● Material shown:
::::::::::
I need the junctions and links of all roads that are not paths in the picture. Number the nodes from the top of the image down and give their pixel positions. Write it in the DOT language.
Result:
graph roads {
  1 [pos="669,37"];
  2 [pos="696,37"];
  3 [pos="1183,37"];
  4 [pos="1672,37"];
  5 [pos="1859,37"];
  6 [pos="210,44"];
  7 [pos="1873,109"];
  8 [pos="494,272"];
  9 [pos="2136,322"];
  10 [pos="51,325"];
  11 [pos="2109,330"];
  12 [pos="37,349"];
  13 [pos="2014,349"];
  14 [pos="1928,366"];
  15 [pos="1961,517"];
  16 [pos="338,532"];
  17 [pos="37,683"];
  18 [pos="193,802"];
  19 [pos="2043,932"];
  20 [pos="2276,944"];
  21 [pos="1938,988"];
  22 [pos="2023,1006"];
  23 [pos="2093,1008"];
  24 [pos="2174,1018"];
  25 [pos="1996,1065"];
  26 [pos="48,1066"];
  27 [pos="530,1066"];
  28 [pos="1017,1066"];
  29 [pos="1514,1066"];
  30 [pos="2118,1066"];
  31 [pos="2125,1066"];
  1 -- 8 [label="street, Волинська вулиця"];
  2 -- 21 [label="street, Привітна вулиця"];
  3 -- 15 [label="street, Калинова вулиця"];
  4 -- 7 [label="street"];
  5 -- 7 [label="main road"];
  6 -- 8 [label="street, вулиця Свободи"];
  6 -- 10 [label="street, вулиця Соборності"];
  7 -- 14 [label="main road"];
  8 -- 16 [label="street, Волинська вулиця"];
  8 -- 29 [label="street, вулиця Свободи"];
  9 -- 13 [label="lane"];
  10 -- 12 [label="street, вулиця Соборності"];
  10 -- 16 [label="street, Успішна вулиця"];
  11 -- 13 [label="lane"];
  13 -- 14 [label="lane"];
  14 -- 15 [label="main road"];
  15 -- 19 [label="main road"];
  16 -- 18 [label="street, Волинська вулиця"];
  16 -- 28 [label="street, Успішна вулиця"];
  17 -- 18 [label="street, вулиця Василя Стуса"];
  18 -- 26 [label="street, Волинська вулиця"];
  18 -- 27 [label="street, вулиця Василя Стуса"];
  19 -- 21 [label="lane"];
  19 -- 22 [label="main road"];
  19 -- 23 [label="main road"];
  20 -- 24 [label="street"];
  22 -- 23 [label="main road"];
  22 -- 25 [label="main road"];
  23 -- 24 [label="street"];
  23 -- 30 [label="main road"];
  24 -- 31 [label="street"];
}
::::::::::
● Exercise prompt: Write out the listing again. Keep every character the same.

● Finished exercise:
I need the junctions and links of all roads that are not paths in the picture. Number the nodes from the top of the image down and give their pixel positions. Write it in the DOT language.
Result:
graph roads {
  1 [pos="669,37"];
  2 [pos="696,37"];
  3 [pos="1183,37"];
  4 [pos="1672,37"];
  5 [pos="1859,37"];
  6 [pos="210,44"];
  7 [pos="1873,109"];
  8 [pos="494,272"];
  9 [pos="2136,322"];
  10 [pos="51,325"];
  11 [pos="2109,330"];
  12 [pos="37,349"];
  13 [pos="2014,349"];
  14 [pos="1928,366"];
  15 [pos="1961,517"];
  16 [pos="338,532"];
  17 [pos="37,683"];
  18 [pos="193,802"];
  19 [pos="2043,932"];
  20 [pos="2276,944"];
  21 [pos="1938,988"];
  22 [pos="2023,1006"];
  23 [pos="2093,1008"];
  24 [pos="2174,1018"];
  25 [pos="1996,1065"];
  26 [pos="48,1066"];
  27 [pos="530,1066"];
  28 [pos="1017,1066"];
  29 [pos="1514,1066"];
  30 [pos="2118,1066"];
  31 [pos="2125,1066"];
  1 -- 8 [label="street, Волинська вулиця"];
  2 -- 21 [label="street, Привітна вулиця"];
  3 -- 15 [label="street, Калинова вулиця"];
  4 -- 7 [label="street"];
  5 -- 7 [label="main road"];
  6 -- 8 [label="street, вулиця Свободи"];
  6 -- 10 [label="street, вулиця Соборності"];
  7 -- 14 [label="main road"];
  8 -- 16 [label="street, Волинська вулиця"];
  8 -- 29 [label="street, вулиця Свободи"];
  9 -- 13 [label="lane"];
  10 -- 12 [label="street, вулиця Соборності"];
  10 -- 16 [label="street, Успішна вулиця"];
  11 -- 13 [label="lane"];
  13 -- 14 [label="lane"];
  14 -- 15 [label="main road"];
  15 -- 19 [label="main road"];
  16 -- 18 [label="street, Волинська вулиця"];
  16 -- 28 [label="street, Успішна вулиця"];
  17 -- 18 [label="street, вулиця Василя Стуса"];
  18 -- 26 [label="street, Волинська вулиця"];
  18 -- 27 [label="street, вулиця Василя Стуса"];
  19 -- 21 [label="lane"];
  19 -- 22 [label="main road"];
  19 -- 23 [label="main road"];
  20 -- 24 [label="street"];
  22 -- 23 [label="main road"];
  22 -- 25 [label="main road"];
  23 -- 24 [label="street"];
  23 -- 30 [label="main road"];
  24 -- 31 [label="street"];
}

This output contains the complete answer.